**Directions**
Copy the lines below that contain "main".

**Data supplied**
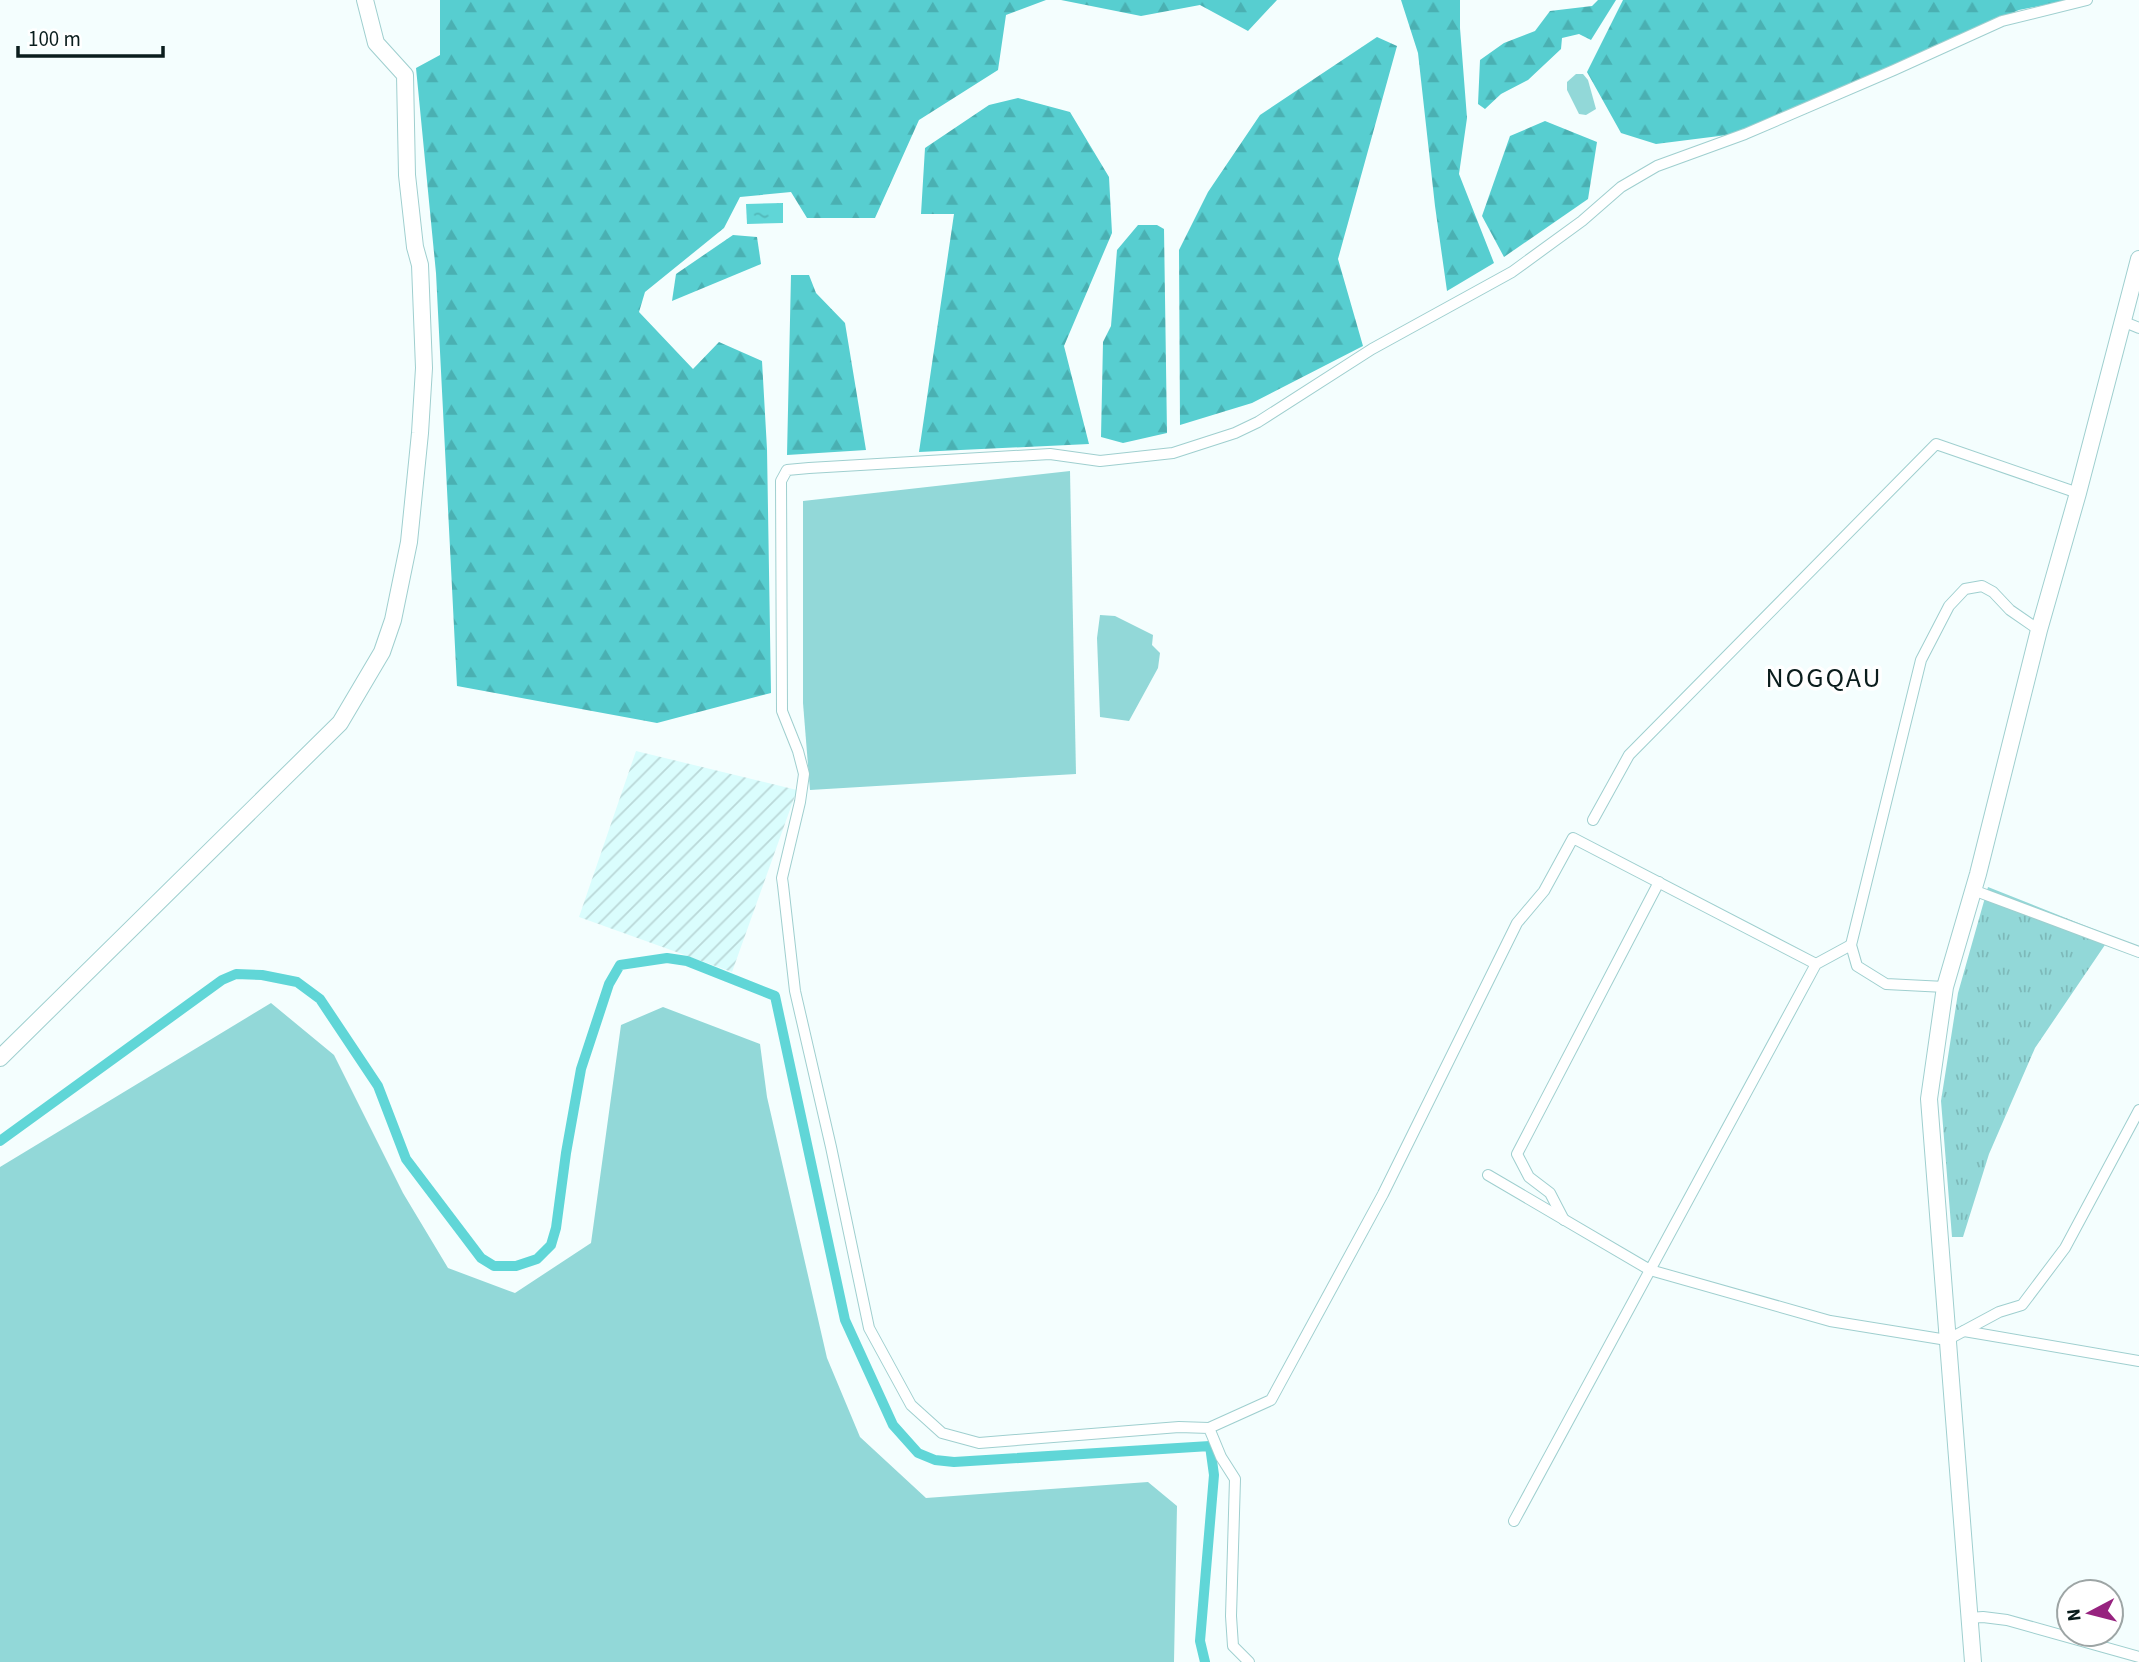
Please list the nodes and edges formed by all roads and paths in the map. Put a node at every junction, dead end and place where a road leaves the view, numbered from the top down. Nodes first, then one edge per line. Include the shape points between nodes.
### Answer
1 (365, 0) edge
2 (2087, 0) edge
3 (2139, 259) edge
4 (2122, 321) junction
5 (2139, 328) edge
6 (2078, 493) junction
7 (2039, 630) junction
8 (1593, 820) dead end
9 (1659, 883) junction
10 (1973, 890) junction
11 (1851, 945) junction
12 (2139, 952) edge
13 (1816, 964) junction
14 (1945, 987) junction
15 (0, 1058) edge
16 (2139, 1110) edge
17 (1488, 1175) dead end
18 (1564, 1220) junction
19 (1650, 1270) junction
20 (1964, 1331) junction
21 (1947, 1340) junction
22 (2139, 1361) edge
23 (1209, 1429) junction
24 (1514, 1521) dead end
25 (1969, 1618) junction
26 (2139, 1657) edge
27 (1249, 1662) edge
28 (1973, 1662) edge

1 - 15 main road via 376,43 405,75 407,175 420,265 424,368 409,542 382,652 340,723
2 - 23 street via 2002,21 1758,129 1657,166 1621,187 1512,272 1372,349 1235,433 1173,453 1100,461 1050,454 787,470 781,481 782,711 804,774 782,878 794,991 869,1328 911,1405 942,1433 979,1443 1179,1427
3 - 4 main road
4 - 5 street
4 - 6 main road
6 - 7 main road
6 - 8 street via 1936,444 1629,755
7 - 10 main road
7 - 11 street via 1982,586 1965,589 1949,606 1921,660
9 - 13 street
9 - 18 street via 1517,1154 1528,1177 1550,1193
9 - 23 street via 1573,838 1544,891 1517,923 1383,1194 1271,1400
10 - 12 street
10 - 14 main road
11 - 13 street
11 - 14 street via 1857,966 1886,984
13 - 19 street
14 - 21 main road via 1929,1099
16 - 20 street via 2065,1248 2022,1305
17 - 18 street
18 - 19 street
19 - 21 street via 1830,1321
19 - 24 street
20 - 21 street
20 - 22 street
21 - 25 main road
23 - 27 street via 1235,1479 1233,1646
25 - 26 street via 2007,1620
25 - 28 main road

**Answer space**
1 - 15 main road via 376,43 405,75 407,175 420,265 424,368 409,542 382,652 340,723
3 - 4 main road
4 - 6 main road
6 - 7 main road
7 - 10 main road
10 - 14 main road
14 - 21 main road via 1929,1099
21 - 25 main road
25 - 28 main road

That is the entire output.